If a line in the listing below contains "leaving", return that line.
*** Recorded data ***
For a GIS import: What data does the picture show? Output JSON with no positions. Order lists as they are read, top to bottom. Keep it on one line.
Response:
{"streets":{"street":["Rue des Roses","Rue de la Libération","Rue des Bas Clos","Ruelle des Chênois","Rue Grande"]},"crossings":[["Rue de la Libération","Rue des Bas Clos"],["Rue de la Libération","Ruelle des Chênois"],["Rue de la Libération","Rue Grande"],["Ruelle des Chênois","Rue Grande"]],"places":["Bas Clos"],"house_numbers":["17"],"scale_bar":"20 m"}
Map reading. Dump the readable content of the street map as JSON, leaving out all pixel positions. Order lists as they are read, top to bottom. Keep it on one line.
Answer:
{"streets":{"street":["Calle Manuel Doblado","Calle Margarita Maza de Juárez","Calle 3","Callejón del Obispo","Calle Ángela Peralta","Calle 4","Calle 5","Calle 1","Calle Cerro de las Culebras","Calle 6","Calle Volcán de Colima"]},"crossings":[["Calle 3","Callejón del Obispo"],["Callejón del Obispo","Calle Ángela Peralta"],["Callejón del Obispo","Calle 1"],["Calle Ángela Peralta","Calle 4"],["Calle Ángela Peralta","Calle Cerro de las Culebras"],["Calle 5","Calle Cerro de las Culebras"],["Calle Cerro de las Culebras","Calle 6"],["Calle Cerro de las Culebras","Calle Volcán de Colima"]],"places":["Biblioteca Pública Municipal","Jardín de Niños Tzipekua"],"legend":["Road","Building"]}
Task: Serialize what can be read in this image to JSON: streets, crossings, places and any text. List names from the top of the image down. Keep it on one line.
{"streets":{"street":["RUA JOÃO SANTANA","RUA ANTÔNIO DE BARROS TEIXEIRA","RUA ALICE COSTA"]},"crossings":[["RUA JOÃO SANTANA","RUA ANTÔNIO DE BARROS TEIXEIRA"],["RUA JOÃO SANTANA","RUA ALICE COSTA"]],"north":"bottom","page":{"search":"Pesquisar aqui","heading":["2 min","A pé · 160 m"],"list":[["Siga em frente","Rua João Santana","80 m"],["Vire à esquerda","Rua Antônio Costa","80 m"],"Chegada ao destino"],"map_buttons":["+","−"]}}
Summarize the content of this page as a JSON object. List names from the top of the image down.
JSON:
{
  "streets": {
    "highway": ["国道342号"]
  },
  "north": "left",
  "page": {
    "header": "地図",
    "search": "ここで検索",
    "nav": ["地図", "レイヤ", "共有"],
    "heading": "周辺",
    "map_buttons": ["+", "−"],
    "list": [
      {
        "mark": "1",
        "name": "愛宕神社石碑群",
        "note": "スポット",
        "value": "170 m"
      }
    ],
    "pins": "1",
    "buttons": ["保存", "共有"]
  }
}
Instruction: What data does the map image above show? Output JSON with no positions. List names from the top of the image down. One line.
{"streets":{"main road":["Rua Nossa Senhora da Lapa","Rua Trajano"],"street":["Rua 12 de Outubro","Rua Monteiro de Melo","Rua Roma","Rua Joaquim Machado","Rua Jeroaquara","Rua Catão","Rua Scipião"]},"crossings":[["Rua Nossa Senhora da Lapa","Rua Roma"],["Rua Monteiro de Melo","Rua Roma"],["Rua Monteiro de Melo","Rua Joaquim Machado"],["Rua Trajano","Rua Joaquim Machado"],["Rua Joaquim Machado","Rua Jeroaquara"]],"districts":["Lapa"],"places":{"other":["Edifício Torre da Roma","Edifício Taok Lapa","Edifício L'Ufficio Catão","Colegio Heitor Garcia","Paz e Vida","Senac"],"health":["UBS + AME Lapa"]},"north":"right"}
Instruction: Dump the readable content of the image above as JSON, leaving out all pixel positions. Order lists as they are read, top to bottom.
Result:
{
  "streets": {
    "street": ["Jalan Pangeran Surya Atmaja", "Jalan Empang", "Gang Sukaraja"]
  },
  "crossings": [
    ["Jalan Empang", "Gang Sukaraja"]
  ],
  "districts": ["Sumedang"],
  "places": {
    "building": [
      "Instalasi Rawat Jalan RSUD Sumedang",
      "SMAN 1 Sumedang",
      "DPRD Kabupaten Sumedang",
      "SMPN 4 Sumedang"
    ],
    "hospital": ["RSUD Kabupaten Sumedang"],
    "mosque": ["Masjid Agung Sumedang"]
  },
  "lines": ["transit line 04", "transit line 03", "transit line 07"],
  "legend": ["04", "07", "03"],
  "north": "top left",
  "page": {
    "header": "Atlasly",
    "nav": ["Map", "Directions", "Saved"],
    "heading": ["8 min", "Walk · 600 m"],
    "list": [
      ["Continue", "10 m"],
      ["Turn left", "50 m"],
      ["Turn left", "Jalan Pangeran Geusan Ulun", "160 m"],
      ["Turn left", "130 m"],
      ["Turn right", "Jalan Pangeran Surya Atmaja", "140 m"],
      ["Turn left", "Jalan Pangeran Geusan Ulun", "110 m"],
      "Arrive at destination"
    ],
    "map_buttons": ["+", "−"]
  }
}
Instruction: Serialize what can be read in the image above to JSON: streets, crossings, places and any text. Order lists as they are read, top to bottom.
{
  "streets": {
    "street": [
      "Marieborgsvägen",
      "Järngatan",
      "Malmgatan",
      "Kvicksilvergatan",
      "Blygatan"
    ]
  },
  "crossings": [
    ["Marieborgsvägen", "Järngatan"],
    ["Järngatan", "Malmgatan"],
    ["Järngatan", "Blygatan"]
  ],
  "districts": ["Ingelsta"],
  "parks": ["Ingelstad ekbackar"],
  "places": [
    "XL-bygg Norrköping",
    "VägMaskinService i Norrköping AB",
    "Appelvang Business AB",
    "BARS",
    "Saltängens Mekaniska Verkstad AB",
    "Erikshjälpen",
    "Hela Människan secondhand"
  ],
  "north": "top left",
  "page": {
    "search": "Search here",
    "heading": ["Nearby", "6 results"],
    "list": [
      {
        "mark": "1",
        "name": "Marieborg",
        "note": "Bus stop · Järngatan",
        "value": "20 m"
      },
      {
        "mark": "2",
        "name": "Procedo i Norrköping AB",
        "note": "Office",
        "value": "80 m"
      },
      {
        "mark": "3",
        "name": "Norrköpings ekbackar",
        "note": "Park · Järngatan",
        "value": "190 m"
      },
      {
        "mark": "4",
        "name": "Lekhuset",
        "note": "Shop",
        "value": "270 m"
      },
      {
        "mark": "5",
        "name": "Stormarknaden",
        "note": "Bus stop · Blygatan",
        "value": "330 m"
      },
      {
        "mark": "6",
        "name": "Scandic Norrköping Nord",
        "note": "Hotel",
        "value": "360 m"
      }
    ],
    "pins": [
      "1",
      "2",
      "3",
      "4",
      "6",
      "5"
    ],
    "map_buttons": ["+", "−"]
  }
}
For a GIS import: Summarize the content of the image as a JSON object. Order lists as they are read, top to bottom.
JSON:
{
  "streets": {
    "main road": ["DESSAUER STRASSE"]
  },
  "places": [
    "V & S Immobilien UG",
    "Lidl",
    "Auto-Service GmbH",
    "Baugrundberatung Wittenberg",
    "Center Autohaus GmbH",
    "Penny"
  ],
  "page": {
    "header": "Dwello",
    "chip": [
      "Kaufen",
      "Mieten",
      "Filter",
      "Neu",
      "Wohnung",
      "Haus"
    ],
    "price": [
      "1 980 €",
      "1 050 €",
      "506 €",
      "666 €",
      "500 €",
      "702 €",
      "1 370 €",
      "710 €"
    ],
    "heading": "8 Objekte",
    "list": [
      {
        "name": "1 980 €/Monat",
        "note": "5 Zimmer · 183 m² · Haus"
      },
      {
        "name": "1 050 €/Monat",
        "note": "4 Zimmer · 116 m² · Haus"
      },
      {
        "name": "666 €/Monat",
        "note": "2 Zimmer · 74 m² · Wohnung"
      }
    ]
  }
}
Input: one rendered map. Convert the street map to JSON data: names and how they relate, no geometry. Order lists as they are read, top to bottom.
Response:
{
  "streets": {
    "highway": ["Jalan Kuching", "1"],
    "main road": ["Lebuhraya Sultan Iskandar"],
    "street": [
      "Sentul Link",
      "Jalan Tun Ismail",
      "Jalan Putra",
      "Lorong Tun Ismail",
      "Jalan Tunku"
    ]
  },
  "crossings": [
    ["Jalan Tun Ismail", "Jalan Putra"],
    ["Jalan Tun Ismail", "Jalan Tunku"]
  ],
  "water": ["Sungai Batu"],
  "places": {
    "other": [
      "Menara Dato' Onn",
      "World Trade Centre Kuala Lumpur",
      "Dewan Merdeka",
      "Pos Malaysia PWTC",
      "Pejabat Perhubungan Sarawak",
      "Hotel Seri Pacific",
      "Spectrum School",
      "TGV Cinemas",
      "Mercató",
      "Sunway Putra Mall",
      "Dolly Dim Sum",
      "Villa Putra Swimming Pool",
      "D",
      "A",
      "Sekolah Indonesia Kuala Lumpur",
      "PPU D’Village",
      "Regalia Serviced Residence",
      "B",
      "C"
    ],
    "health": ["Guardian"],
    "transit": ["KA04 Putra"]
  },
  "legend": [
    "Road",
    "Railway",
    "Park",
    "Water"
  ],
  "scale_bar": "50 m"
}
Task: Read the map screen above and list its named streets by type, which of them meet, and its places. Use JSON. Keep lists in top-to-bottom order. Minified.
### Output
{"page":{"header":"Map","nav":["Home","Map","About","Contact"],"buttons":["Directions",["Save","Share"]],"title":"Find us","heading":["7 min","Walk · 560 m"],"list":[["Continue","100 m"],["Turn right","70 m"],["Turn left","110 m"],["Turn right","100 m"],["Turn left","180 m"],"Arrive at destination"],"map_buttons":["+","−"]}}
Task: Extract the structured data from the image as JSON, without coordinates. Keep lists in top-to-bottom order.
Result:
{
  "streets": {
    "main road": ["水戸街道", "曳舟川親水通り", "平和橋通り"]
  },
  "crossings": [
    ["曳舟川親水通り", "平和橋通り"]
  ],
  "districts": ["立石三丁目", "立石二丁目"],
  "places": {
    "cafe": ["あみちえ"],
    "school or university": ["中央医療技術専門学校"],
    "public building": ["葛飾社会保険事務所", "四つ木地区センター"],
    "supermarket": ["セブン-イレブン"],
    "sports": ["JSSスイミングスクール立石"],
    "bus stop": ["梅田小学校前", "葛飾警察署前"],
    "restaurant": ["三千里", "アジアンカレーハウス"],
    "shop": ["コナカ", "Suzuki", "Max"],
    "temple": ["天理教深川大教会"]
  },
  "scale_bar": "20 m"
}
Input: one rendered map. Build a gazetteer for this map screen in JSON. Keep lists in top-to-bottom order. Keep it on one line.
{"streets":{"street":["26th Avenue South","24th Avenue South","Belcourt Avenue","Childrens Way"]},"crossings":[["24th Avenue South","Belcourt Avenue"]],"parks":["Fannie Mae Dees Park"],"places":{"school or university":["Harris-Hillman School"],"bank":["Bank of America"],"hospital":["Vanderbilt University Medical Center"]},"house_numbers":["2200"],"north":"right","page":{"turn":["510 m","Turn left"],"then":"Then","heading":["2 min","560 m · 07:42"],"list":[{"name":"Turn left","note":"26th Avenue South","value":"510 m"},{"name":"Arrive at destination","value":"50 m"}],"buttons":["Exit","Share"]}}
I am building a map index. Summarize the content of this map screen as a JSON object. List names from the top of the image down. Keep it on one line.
***
Exercise result —
Map reading. Dump the readable content of the street map as JSON, leaving out all pixel positions. Order lists as they are read, top to bottom. Keep it on one line.
Instruction: Dump the readable content of the image above as JSON, leaving out all pixel positions. Order lists as they are read, top to bottom.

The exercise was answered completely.